[Dataset entries]
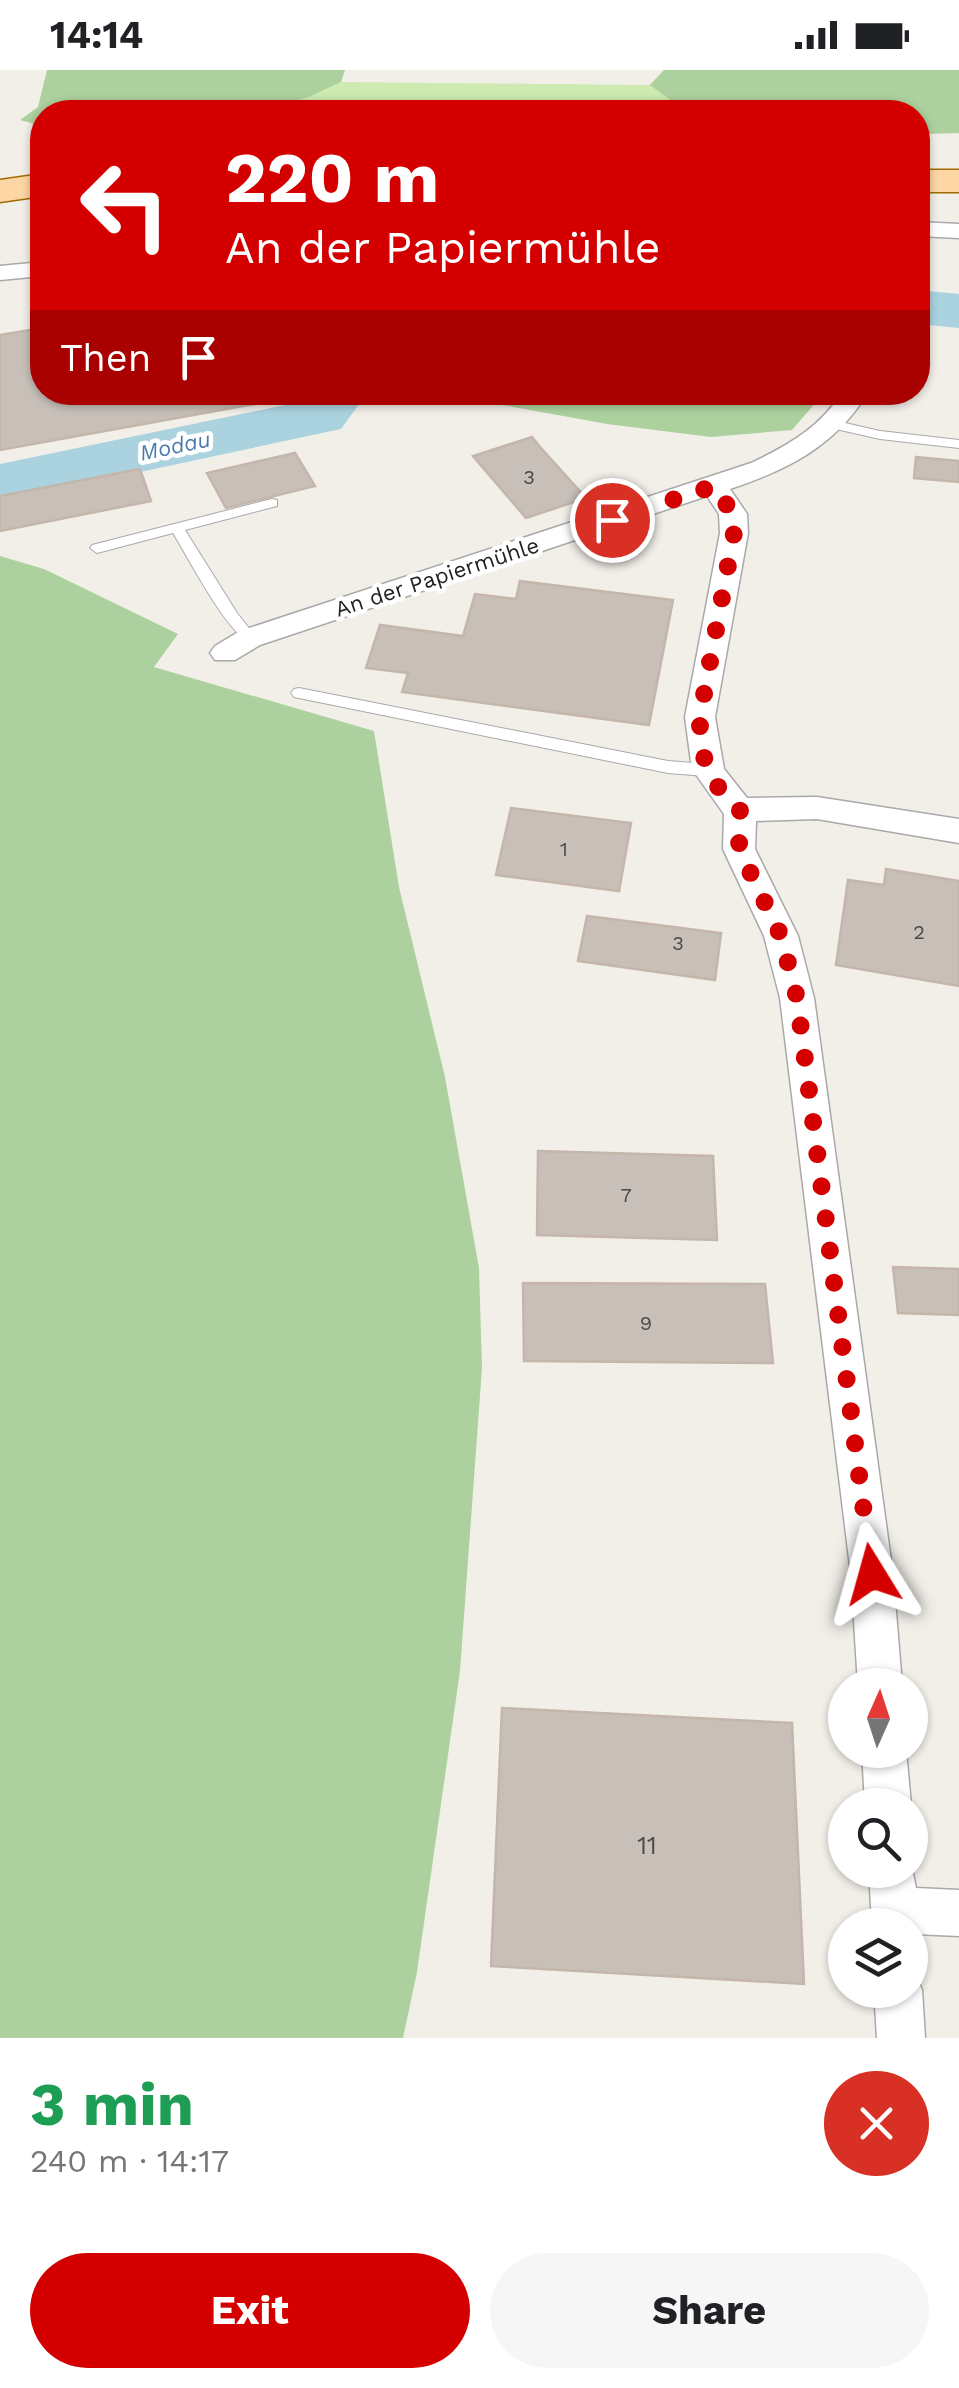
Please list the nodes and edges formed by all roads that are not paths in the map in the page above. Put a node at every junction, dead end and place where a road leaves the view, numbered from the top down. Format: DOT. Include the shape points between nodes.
graph roads {
  1 [pos="930,181"];
  2 [pos="959,181"];
  3 [pos="30,187"];
  4 [pos="0,191"];
  5 [pos="930,229"];
  6 [pos="959,230"];
  7 [pos="30,270"];
  8 [pos="0,273"];
  9 [pos="846,405"];
  10 [pos="832,424"];
  11 [pos="959,444"];
  12 [pos="714,486"];
  13 [pos="272,502"];
  14 [pos="178,528"];
  15 [pos="97,548"];
  16 [pos="237,646"];
  17 [pos="299,693"];
  18 [pos="706,770"];
  19 [pos="740,810"];
  20 [pos="959,831"];
  21 [pos="879,1668"];
  22 [pos="894,1902"];
  23 [pos="959,1913"];
  24 [pos="899,2008"];
  25 [pos="901,2038"];
  1 -- 2 [label="main road"];
  3 -- 4 [label="main road"];
  5 -- 6 [label="street"];
  7 -- 8 [label="street"];
  9 -- 10 [label="street, An der Papiermühle"];
  10 -- 11 [label="lane"];
  10 -- 12 [label="street, An der Papiermühle" via="794,453"];
  12 -- 16 [label="street, An der Papiermühle"];
  12 -- 18 [label="street" via="733,514 734,533 700,716"];
  13 -- 14 [label="lane"];
  14 -- 15 [label="lane"];
  14 -- 16 [label="lane" via="232,616"];
  17 -- 18 [label="lane"];
  18 -- 19 [label="street"];
  19 -- 20 [label="street" via="817,808"];
  19 -- 21 [label="street" via="739,849 781,936 797,998"];
  22 -- 23 [label="street"];
  24 -- 25 [label="street"];
}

To do - For this exercise, return the records above in full and exactly, omitting the images.

Task solution -
Please list the nodes and edges formed by all roads that are not paths in the map in the page above. Put a node at every junction, dead end and place where a road leaves the view, numbered from the top down. Format: DOT. Include the shape points between nodes.
graph roads {
  1 [pos="930,181"];
  2 [pos="959,181"];
  3 [pos="30,187"];
  4 [pos="0,191"];
  5 [pos="930,229"];
  6 [pos="959,230"];
  7 [pos="30,270"];
  8 [pos="0,273"];
  9 [pos="846,405"];
  10 [pos="832,424"];
  11 [pos="959,444"];
  12 [pos="714,486"];
  13 [pos="272,502"];
  14 [pos="178,528"];
  15 [pos="97,548"];
  16 [pos="237,646"];
  17 [pos="299,693"];
  18 [pos="706,770"];
  19 [pos="740,810"];
  20 [pos="959,831"];
  21 [pos="879,1668"];
  22 [pos="894,1902"];
  23 [pos="959,1913"];
  24 [pos="899,2008"];
  25 [pos="901,2038"];
  1 -- 2 [label="main road"];
  3 -- 4 [label="main road"];
  5 -- 6 [label="street"];
  7 -- 8 [label="street"];
  9 -- 10 [label="street, An der Papiermühle"];
  10 -- 11 [label="lane"];
  10 -- 12 [label="street, An der Papiermühle" via="794,453"];
  12 -- 16 [label="street, An der Papiermühle"];
  12 -- 18 [label="street" via="733,514 734,533 700,716"];
  13 -- 14 [label="lane"];
  14 -- 15 [label="lane"];
  14 -- 16 [label="lane" via="232,616"];
  17 -- 18 [label="lane"];
  18 -- 19 [label="street"];
  19 -- 20 [label="street" via="817,808"];
  19 -- 21 [label="street" via="739,849 781,936 797,998"];
  22 -- 23 [label="street"];
  24 -- 25 [label="street"];
}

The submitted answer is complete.